Activity => With the first line below as the start and the line containing "Turn all roads" as the end, copy every line between them exactly, ends included.

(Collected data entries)
'''

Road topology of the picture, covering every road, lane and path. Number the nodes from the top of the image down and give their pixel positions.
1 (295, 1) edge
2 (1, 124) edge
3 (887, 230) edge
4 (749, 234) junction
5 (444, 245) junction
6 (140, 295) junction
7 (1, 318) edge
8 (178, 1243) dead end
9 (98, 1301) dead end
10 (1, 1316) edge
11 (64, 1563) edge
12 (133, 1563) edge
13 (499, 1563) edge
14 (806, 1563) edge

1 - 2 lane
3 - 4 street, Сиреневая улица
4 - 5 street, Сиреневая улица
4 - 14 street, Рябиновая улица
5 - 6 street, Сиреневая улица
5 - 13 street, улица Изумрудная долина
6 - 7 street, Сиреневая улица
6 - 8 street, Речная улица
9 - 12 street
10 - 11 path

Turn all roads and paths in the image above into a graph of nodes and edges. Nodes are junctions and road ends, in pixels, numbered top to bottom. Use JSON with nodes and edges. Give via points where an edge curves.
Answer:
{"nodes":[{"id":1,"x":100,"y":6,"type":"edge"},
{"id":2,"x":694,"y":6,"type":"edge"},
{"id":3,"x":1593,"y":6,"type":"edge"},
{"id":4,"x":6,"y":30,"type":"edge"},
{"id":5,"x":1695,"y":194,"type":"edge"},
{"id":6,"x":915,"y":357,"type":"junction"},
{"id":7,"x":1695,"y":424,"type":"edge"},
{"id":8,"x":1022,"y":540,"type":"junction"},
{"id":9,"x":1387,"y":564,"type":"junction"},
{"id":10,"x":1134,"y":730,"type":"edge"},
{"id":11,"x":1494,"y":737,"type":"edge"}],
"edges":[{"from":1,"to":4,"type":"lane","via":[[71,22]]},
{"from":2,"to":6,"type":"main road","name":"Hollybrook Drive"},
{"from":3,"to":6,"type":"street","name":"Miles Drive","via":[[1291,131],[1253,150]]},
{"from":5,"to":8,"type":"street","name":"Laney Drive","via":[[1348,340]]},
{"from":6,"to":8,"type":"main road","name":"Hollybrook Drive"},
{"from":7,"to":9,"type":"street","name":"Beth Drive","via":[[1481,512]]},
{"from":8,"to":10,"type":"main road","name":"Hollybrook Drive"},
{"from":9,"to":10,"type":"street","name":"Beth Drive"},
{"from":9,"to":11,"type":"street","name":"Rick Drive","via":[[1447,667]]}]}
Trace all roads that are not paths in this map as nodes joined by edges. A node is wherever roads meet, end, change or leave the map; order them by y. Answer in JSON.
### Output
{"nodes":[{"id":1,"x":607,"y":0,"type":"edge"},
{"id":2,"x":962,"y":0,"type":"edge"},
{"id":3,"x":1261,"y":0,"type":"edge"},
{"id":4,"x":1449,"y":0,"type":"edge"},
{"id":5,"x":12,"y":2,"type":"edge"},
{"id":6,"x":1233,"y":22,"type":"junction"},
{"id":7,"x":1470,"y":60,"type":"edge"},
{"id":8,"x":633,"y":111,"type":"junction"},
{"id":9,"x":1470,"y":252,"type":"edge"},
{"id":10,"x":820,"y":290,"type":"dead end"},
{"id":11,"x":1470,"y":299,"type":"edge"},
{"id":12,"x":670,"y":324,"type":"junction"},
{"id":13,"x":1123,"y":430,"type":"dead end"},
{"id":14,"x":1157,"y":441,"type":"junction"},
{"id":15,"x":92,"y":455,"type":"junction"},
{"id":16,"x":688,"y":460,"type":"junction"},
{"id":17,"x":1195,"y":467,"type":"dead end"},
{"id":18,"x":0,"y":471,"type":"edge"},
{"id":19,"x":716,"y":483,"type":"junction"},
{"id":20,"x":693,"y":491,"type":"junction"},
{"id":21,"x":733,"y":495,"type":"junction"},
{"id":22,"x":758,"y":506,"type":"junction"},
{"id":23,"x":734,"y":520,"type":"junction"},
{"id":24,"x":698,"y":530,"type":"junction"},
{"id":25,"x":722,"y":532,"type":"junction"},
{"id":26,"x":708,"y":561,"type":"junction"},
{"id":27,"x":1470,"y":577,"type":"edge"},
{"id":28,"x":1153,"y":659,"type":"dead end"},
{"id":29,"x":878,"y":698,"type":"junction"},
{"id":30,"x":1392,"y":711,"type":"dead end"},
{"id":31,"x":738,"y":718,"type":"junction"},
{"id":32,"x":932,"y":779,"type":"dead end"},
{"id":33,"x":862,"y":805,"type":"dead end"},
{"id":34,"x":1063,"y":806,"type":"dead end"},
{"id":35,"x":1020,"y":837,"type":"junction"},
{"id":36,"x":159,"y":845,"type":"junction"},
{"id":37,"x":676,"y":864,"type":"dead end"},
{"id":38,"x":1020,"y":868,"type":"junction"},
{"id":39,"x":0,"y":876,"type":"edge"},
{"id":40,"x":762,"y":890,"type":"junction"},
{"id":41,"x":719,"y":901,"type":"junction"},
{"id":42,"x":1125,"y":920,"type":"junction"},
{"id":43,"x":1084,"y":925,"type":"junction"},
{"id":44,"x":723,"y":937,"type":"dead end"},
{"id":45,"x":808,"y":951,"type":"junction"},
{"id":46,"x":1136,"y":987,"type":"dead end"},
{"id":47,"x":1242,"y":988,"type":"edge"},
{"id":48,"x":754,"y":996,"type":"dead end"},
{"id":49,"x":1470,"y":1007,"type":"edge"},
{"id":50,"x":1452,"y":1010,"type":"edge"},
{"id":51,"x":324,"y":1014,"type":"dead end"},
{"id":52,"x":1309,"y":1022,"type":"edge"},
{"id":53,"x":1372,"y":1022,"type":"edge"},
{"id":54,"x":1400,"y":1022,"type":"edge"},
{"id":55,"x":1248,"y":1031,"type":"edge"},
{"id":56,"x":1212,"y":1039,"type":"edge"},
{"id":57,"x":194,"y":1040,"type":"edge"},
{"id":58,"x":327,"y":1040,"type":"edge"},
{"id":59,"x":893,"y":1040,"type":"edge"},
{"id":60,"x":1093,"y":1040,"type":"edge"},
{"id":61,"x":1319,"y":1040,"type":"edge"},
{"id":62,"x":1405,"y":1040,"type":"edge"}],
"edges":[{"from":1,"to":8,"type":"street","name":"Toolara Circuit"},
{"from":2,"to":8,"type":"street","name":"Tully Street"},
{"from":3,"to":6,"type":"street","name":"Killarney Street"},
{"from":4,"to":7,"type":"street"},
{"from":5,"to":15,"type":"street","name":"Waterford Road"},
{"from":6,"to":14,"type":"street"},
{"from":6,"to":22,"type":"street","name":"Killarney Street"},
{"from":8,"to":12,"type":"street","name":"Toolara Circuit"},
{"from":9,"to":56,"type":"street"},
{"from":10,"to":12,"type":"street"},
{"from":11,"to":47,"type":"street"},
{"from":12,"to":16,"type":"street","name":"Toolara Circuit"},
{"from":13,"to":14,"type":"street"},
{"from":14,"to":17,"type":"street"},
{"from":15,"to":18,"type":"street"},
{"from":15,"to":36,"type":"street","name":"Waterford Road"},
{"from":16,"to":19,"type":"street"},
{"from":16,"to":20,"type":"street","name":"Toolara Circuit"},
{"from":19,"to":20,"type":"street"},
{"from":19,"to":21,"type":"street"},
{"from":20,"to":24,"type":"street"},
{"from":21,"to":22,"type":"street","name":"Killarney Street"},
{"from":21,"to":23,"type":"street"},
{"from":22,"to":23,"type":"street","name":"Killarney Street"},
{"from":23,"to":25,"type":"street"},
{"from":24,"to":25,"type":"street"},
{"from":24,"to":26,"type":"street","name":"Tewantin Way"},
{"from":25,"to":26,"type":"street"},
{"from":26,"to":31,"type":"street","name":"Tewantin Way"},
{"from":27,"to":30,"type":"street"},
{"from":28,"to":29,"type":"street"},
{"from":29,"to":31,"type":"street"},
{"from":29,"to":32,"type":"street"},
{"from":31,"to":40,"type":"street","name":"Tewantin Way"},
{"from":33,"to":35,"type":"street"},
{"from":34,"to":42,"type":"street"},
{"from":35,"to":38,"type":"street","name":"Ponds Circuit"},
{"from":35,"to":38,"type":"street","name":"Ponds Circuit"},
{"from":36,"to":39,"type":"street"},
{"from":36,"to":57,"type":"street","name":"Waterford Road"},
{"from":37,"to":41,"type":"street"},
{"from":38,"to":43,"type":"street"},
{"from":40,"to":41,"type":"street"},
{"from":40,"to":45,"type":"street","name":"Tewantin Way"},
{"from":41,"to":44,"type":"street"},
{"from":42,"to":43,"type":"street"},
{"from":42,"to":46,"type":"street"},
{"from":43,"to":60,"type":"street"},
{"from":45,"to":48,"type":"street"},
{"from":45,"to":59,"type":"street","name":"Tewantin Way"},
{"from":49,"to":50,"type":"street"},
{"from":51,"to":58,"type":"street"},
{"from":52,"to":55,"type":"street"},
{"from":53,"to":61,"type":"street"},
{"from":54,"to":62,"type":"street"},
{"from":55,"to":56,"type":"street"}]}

'''

Problem solution =>
Road topology of the picture, covering every road, lane and path. Number the nodes from the top of the image down and give their pixel positions.
1 (295, 1) edge
2 (1, 124) edge
3 (887, 230) edge
4 (749, 234) junction
5 (444, 245) junction
6 (140, 295) junction
7 (1, 318) edge
8 (178, 1243) dead end
9 (98, 1301) dead end
10 (1, 1316) edge
11 (64, 1563) edge
12 (133, 1563) edge
13 (499, 1563) edge
14 (806, 1563) edge

1 - 2 lane
3 - 4 street, Сиреневая улица
4 - 5 street, Сиреневая улица
4 - 14 street, Рябиновая улица
5 - 6 street, Сиреневая улица
5 - 13 street, улица Изумрудная долина
6 - 7 street, Сиреневая улица
6 - 8 street, Речная улица
9 - 12 street
10 - 11 path

Turn all roads and paths in the image above into a graph of nodes and edges. Nodes are junctions and road ends, in pixels, numbered top to bottom. Use JSON with nodes and edges. Give via points where an edge curves.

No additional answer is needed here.